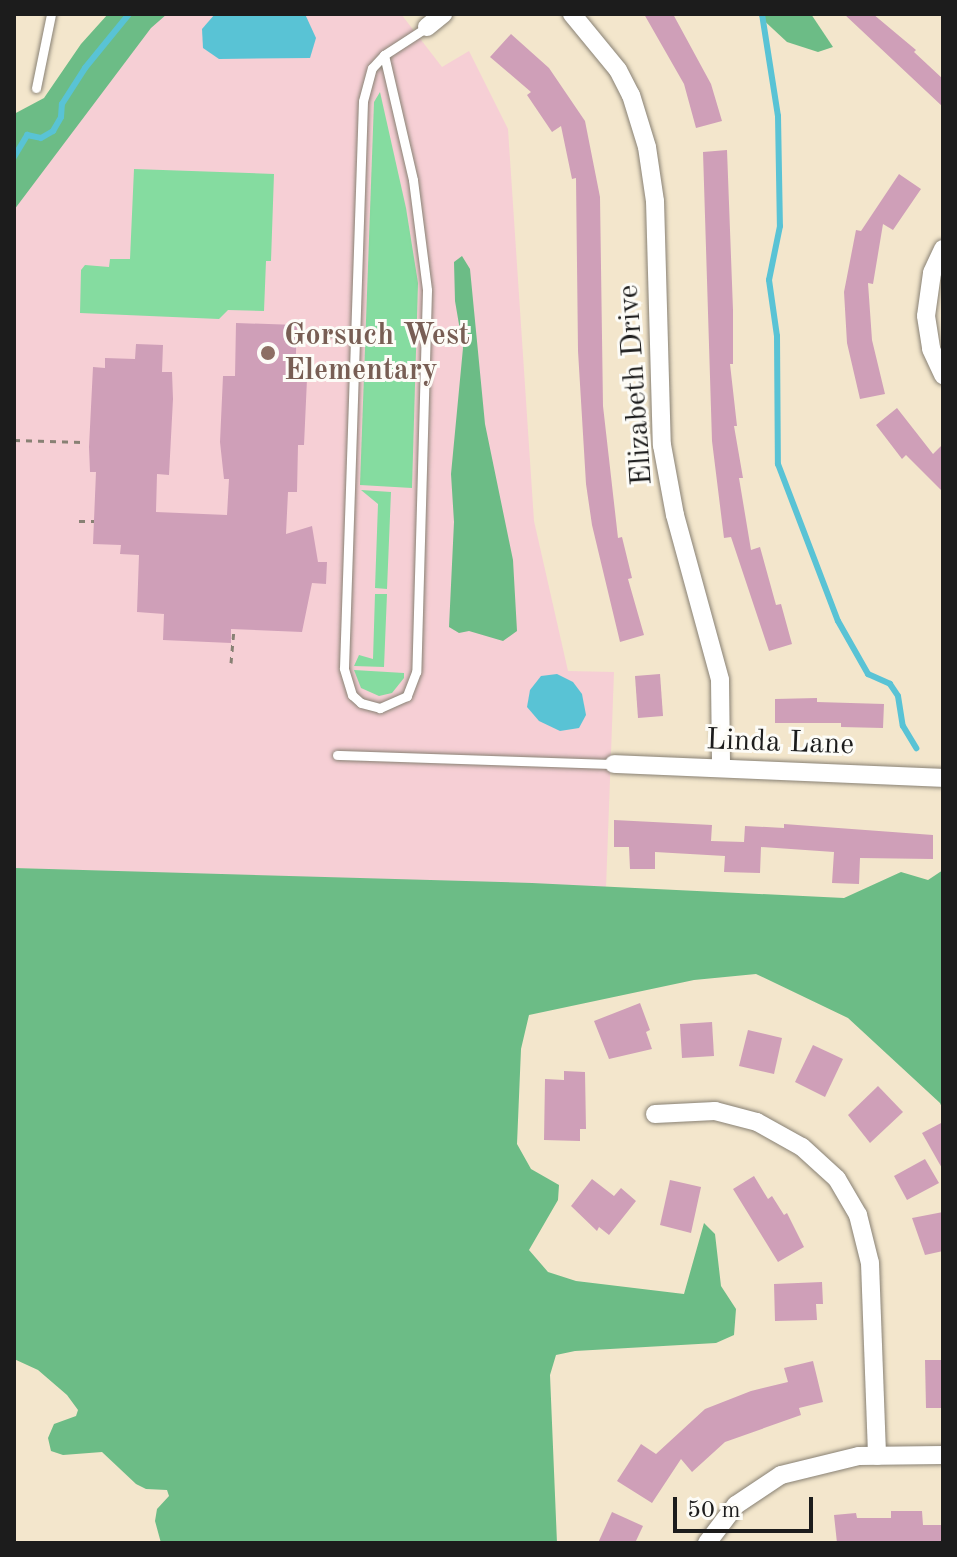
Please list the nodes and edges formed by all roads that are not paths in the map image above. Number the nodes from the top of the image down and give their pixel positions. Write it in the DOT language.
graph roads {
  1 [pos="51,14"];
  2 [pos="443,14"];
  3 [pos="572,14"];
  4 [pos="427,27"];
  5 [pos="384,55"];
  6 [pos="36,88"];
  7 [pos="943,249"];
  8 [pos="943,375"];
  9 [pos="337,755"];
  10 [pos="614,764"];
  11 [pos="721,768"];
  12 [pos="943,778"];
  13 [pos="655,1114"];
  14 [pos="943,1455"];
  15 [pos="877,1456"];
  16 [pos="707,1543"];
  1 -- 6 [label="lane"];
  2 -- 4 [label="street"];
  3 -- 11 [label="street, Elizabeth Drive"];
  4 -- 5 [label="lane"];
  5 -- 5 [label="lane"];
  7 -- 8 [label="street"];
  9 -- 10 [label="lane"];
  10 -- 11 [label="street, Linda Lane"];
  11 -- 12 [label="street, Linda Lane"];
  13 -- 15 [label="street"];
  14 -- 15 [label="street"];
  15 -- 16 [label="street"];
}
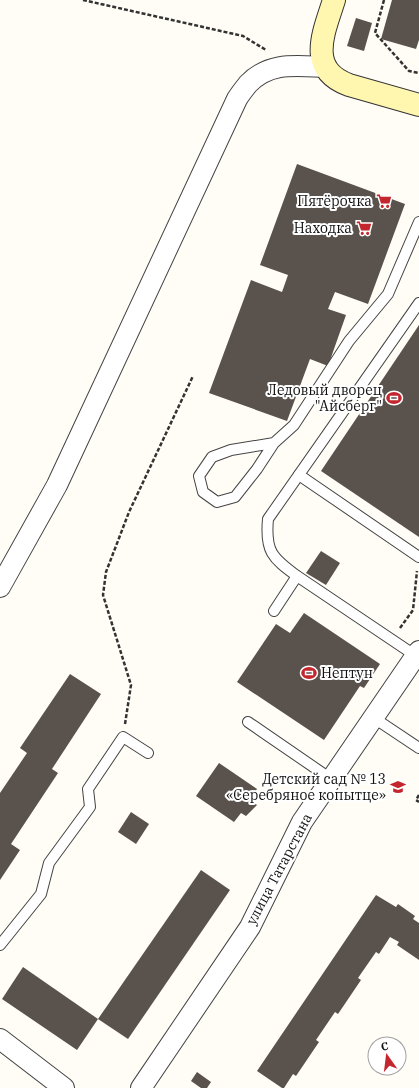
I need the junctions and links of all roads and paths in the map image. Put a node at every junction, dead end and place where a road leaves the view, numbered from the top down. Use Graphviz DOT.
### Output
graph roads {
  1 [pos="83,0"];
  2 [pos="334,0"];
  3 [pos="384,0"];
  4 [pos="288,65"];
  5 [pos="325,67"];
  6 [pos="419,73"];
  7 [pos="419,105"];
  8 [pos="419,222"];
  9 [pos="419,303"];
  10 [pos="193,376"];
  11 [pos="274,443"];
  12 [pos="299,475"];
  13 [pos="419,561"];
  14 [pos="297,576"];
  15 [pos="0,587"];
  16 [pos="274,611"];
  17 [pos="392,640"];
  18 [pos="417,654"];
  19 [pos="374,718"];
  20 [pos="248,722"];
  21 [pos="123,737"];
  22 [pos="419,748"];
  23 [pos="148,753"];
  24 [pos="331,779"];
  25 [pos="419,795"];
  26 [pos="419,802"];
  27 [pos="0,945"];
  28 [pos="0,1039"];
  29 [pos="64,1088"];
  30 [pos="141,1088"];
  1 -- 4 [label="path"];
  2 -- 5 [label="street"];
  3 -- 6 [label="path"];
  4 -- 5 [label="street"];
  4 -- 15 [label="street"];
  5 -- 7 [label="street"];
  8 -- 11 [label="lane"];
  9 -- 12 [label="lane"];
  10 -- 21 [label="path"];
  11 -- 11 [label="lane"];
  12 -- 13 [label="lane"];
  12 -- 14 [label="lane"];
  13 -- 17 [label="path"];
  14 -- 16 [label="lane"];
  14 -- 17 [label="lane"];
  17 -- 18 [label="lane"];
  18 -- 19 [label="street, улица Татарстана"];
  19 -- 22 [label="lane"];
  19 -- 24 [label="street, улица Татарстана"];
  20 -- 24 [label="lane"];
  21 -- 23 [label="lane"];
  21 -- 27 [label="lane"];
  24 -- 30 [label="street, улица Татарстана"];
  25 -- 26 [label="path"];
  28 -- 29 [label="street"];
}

------------------------------------------------------------

ABOUT THIS EXERCISE
What lines above hold the word "image"? Pull each one out.

TASK RESPONSE
Please list the nodes and edges formed by all roads that are not paths in the map image above. Number the nodes from the top of the image down and give their pixel positions. Write it in the DOT language.
I need the junctions and links of all roads and paths in the map image. Put a node at every junction, dead end and place where a road leaves the view, numbered from the top down. Use Graphviz DOT.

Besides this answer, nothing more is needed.